Ни огнепоклонники, на чьих гигантских каменных жертвенниках, не умолкая, ревело пламя, – те принадлежали преимущественно к торговому сословию и ворочали большими делами в нефтеразработках и нефтеторговле. (Среди клиентов Оракула добрая половина относилась к числу огнепоклонников.)

Признавались пифии и официальным вавилонским культом Бэл-Мардука.

Никто не смел усомниться в них.

Никто.

Ну… может быть, христиане. Но те вообще всех сторонились. В Вавилоне их было немного. Любовью сограждан они не пользовались. А что их любить-то? Сущий сброд. Рабы, нищие, представители низших сословий. У них был, вроде бы, убогий храм где-то на городской окраине, возле кладбища для преступников. Эти христиане представлялись Пиф сборищем шушукающихся фанатиков. Впрочем, она никогда еще с ними не сталкивалась.

Посещение официальных торжеств Оракула также входило в обязанности младшей жрицы, но, в отличие от суточных дежурств, не было таким утомительным.
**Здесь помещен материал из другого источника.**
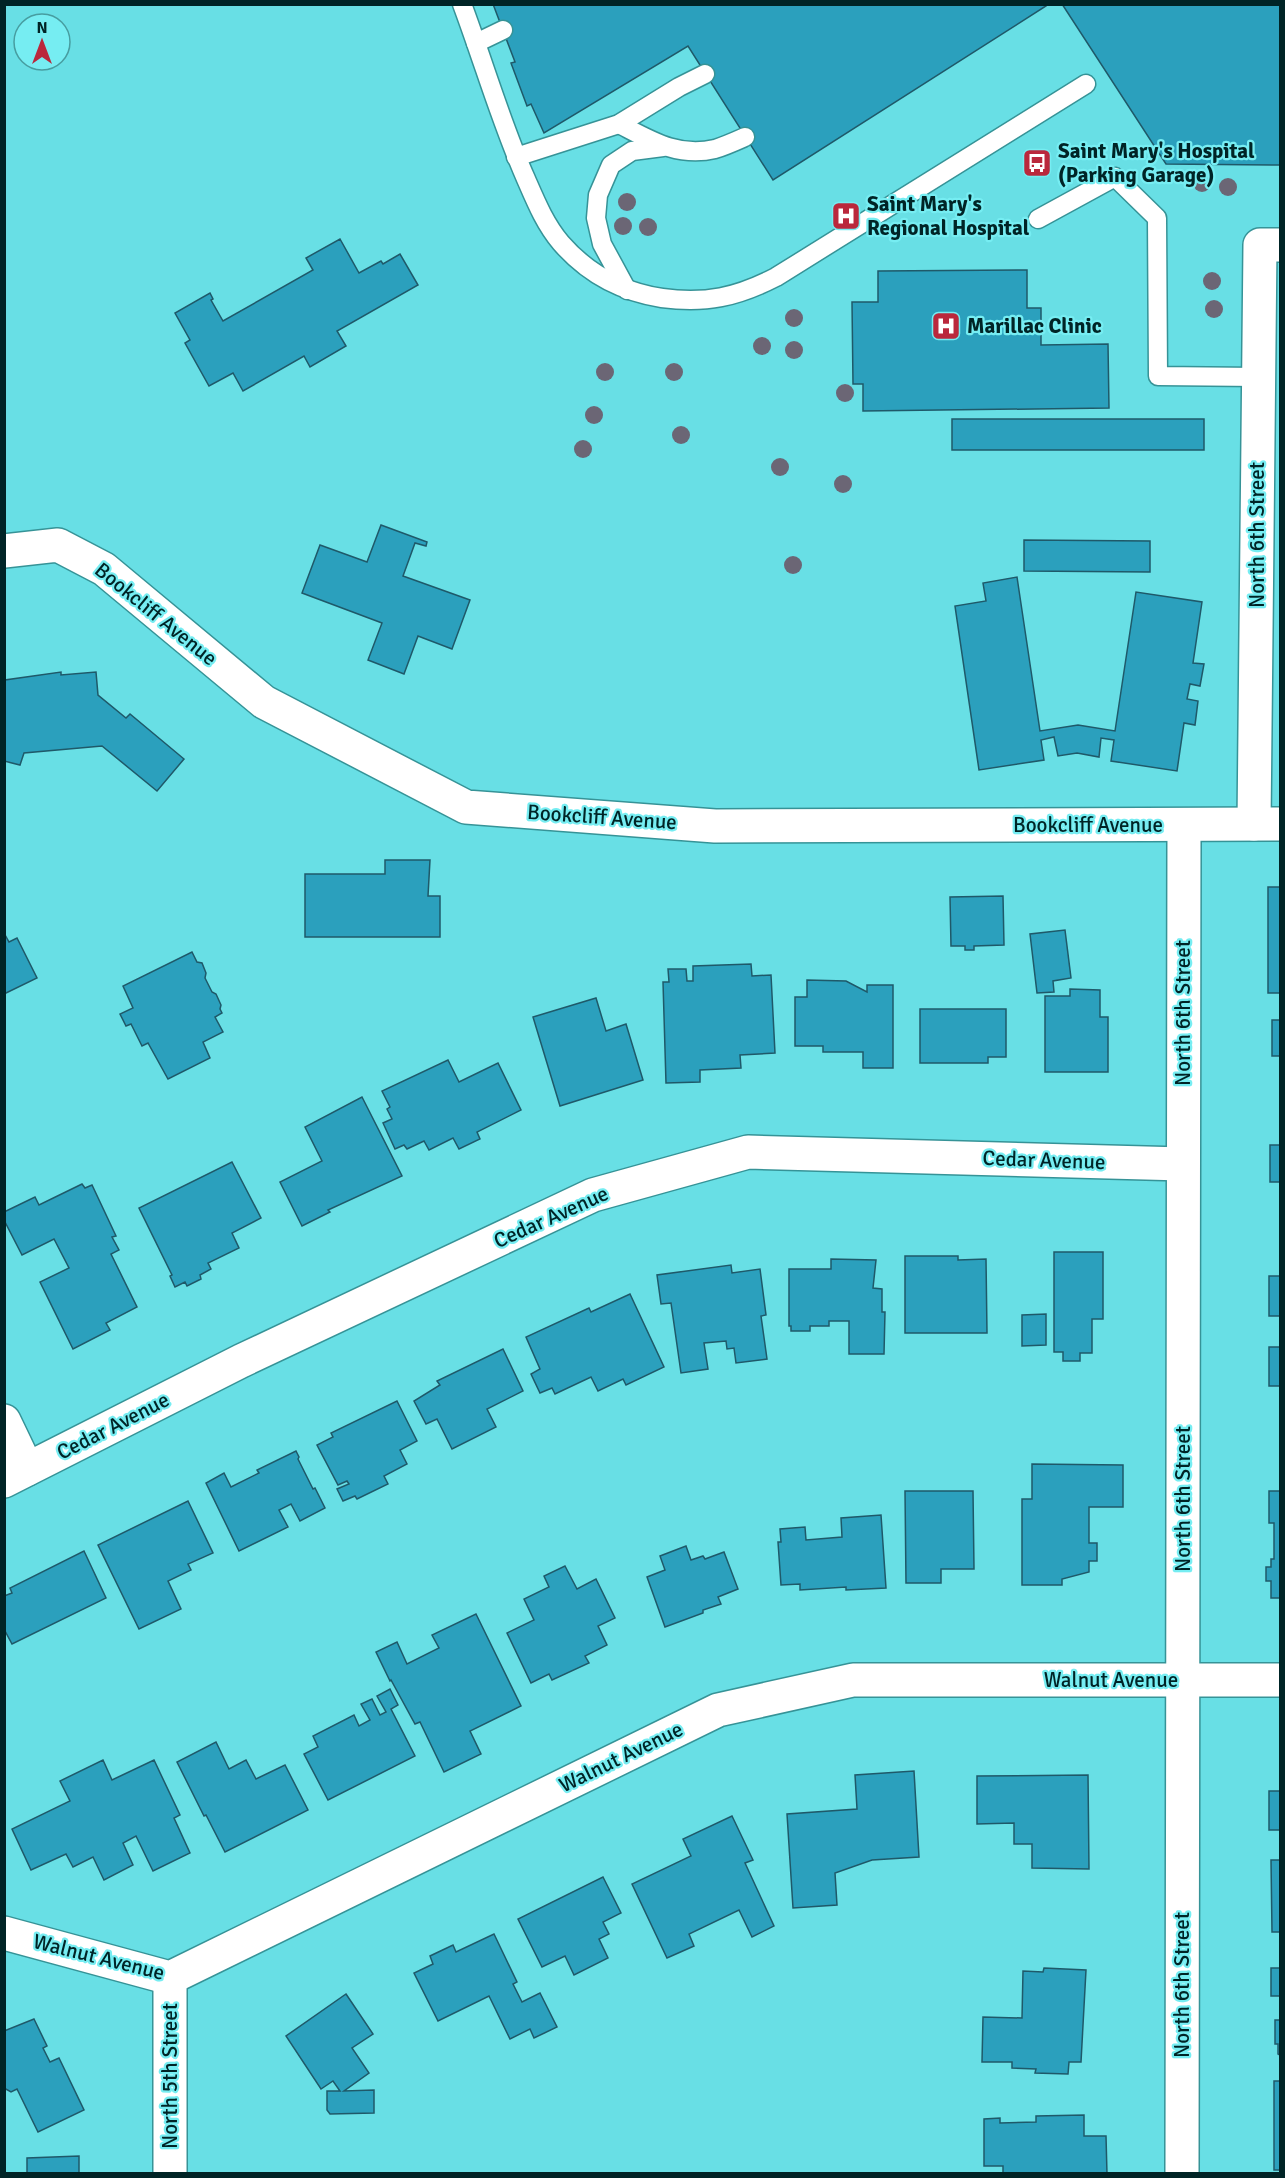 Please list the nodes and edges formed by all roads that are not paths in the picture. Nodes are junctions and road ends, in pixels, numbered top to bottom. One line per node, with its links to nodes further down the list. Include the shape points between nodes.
1 (462, 4): 3 (lane)
2 (502, 30): 3 (lane)
3 (476, 43): 9 (lane)
4 (705, 74): 6 (lane)
5 (1086, 84): 12 (lane, via 755,287 730,297 704,300 678,300)
6 (619, 124): 8 (lane); 9 (lane)
7 (745, 137): 8 (lane, via 716,149)
8 (663, 147): 12 (lane, via 632,151 611,165 598,195 596,218 602,244)
9 (516, 157): 12 (lane, via 544,219 561,243 583,265)
10 (1038, 219): 13 (lane, via 1115,177 1157,218 1158,376)
11 (1270, 245): 13 (street, North 6th Street)
12 (627, 290)
13 (1258, 377): 15 (street, North 6th Street)
14 (4, 551): 16 (street, Bookcliff Avenue, via 58,545 104,569 264,702 466,807 715,826)
15 (1267, 824): 16 (street, Bookcliff Avenue)
16 (1184, 825): 17 (street, North 6th Street)
17 (1184, 1164): 19 (street, Cedar Avenue, via 748,1152 593,1195 241,1361); 20 (street, North 6th Street)
18 (4, 1421): 19 (street)
19 (16, 1475)
20 (1182, 1680): 21 (street, Walnut Avenue); 23 (street, Walnut Avenue, via 854,1680 718,1710); 25 (street, North 6th Street)
21 (1281, 1680)
22 (4, 1933): 23 (street, Walnut Avenue)
23 (170, 1978): 24 (street, North 5th Street)
24 (170, 2174)
25 (1182, 2174) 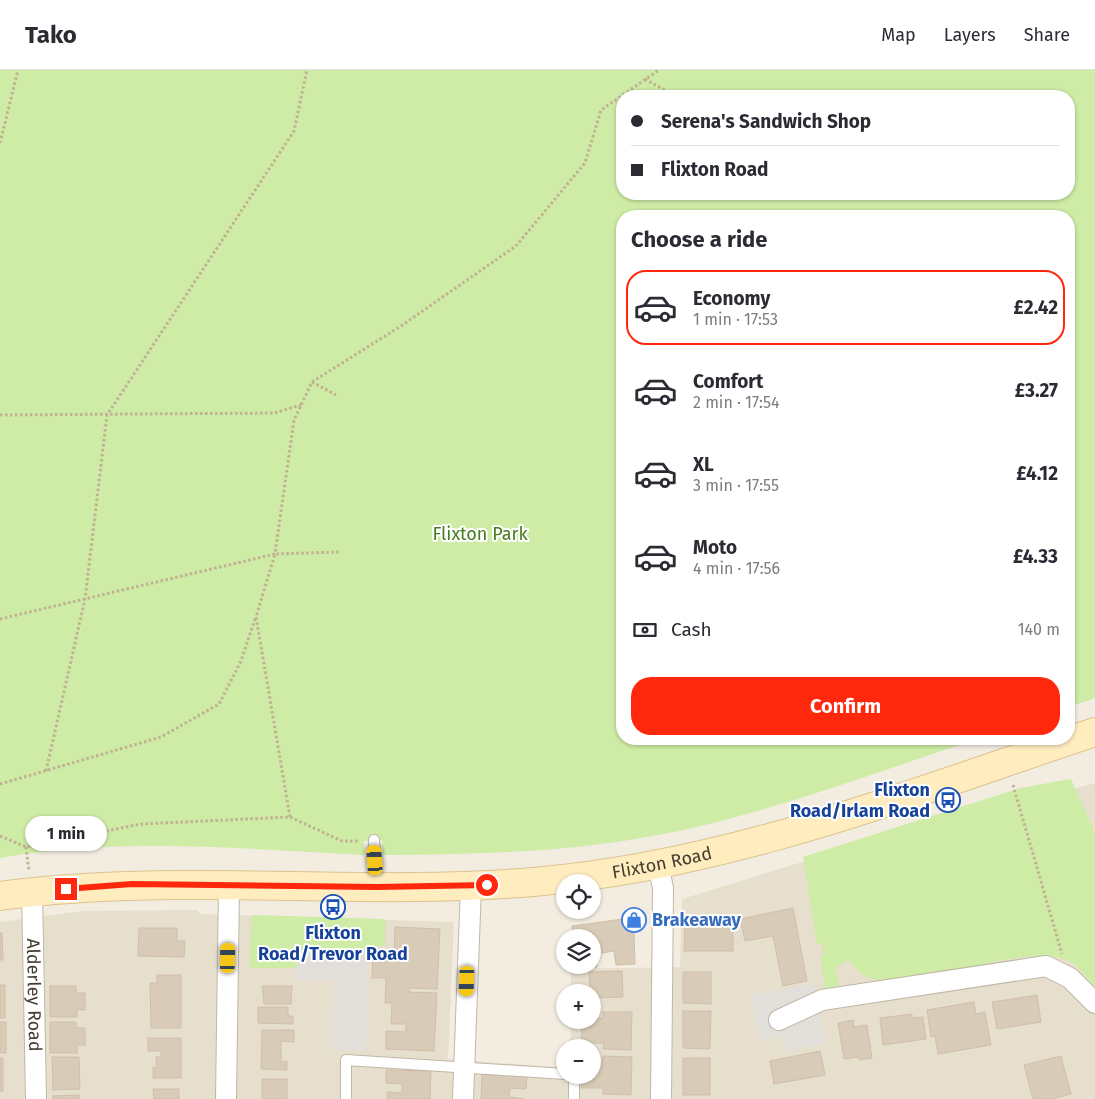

На такой презентации Пиф обожала выискать какого-нибудь банкира из боязливых и начать осаждать его светской беседой. Тот откровенно пугался, потел, озирался по сторонам, точно кошелек украл. Отвязывалась только после того, как официальная часть заканчивалась и всех любезно приглашали к столу а-ля фуршет. А бутербродики со стола а-ля фуршет Пиф любила куда больше, чем пугливых банкиров.

Западное крыло вельможного особняка, где засел этот сумасшедший курятник – Оракул – было специально оставлено нетронутым. Здесь Оракул блистал во всей своей помпезной роскоши. Не было и следа наглого вторжения варваров с их фанерными перегородками и бумажными шлюхами из журналов. Белые стены здесь, как и положено, сверкали позолотой, канделябры здесь горели, как люстры в Большом Театре, под ноги услужливо стелились пушистые ковры… ну, может быть, в середине немного вытерты… И голоногих нимф и гологрудых амазонок из самого настоящего мрамора здесь было значительно больше, чем на парадной лестнице.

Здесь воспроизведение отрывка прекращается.